ASSIGNMENT: Return all entries precisely as they stand, without the images.

::::

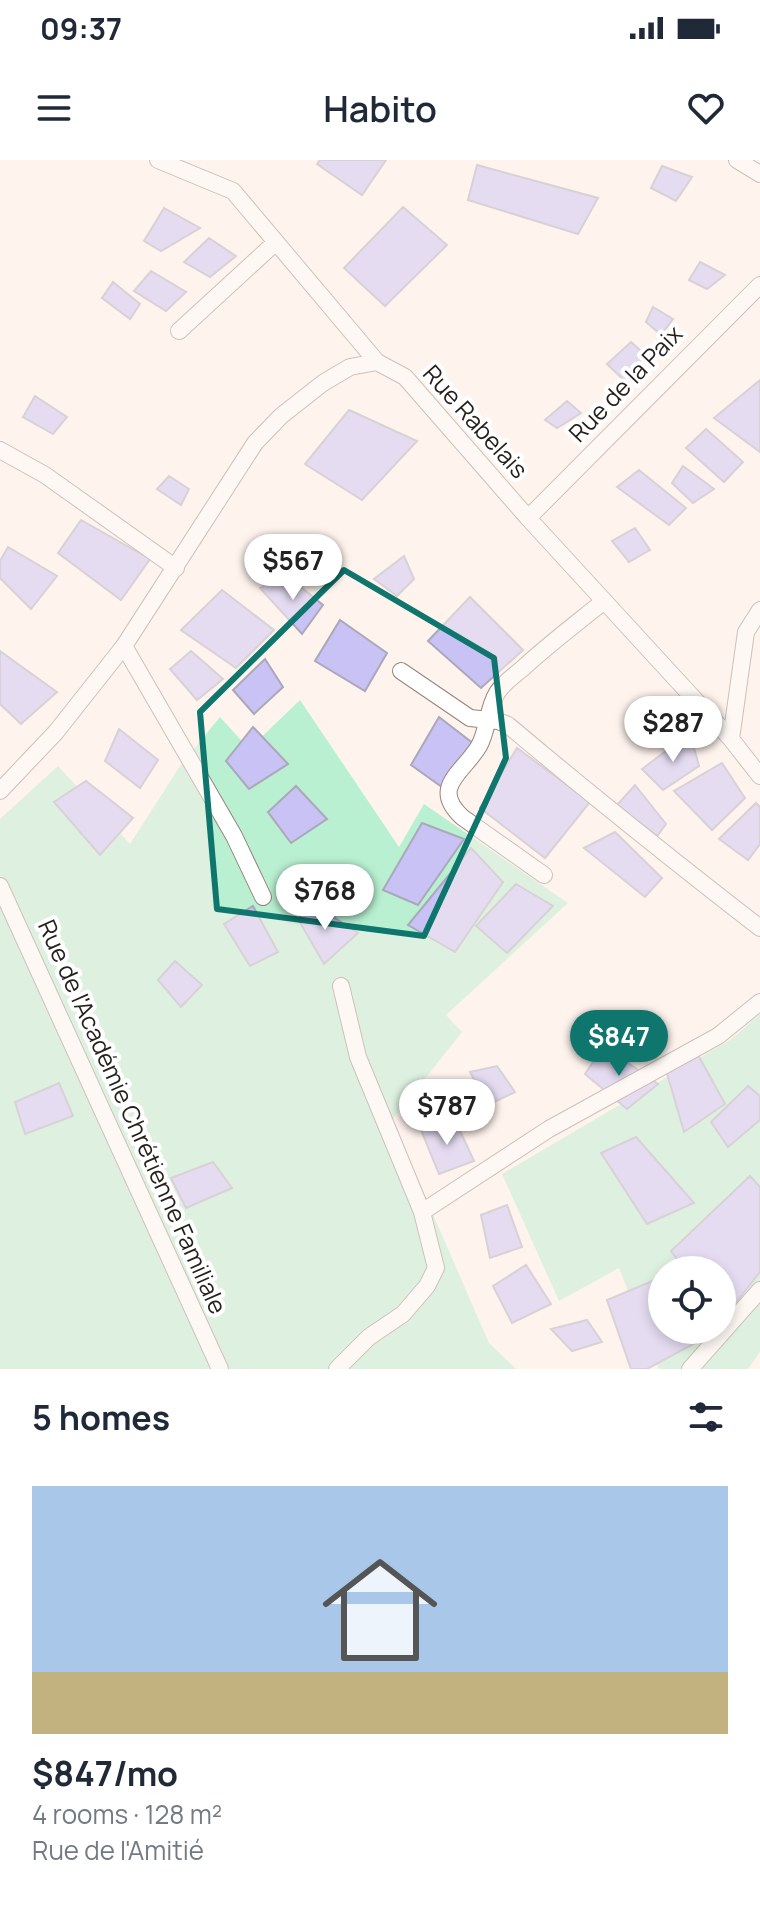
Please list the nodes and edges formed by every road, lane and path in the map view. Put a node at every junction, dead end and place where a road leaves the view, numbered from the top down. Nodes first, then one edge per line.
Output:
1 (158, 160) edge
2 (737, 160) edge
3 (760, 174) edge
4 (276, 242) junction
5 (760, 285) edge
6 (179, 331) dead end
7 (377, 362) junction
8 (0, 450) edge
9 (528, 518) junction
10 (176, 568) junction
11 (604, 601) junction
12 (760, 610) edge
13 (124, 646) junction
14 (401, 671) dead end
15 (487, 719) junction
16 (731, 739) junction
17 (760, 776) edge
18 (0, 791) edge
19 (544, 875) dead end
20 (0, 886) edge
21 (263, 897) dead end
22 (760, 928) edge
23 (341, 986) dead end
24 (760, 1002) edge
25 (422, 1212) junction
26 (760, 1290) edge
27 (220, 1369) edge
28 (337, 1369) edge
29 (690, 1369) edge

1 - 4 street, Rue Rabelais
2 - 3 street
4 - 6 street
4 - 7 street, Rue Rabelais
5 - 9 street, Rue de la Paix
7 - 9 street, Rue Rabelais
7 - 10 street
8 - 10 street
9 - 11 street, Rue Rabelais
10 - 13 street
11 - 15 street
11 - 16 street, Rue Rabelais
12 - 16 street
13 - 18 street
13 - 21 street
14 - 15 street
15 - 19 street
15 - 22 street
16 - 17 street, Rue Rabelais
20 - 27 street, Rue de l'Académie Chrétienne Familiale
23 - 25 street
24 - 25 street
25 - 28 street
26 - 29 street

::::

SOLUTION:
Please list the nodes and edges formed by every road, lane and path in the map view. Put a node at every junction, dead end and place where a road leaves the view, numbered from the top down. Nodes first, then one edge per line.
Output:
1 (158, 160) edge
2 (737, 160) edge
3 (760, 174) edge
4 (276, 242) junction
5 (760, 285) edge
6 (179, 331) dead end
7 (377, 362) junction
8 (0, 450) edge
9 (528, 518) junction
10 (176, 568) junction
11 (604, 601) junction
12 (760, 610) edge
13 (124, 646) junction
14 (401, 671) dead end
15 (487, 719) junction
16 (731, 739) junction
17 (760, 776) edge
18 (0, 791) edge
19 (544, 875) dead end
20 (0, 886) edge
21 (263, 897) dead end
22 (760, 928) edge
23 (341, 986) dead end
24 (760, 1002) edge
25 (422, 1212) junction
26 (760, 1290) edge
27 (220, 1369) edge
28 (337, 1369) edge
29 (690, 1369) edge

1 - 4 street, Rue Rabelais
2 - 3 street
4 - 6 street
4 - 7 street, Rue Rabelais
5 - 9 street, Rue de la Paix
7 - 9 street, Rue Rabelais
7 - 10 street
8 - 10 street
9 - 11 street, Rue Rabelais
10 - 13 street
11 - 15 street
11 - 16 street, Rue Rabelais
12 - 16 street
13 - 18 street
13 - 21 street
14 - 15 street
15 - 19 street
15 - 22 street
16 - 17 street, Rue Rabelais
20 - 27 street, Rue de l'Académie Chrétienne Familiale
23 - 25 street
24 - 25 street
25 - 28 street
26 - 29 street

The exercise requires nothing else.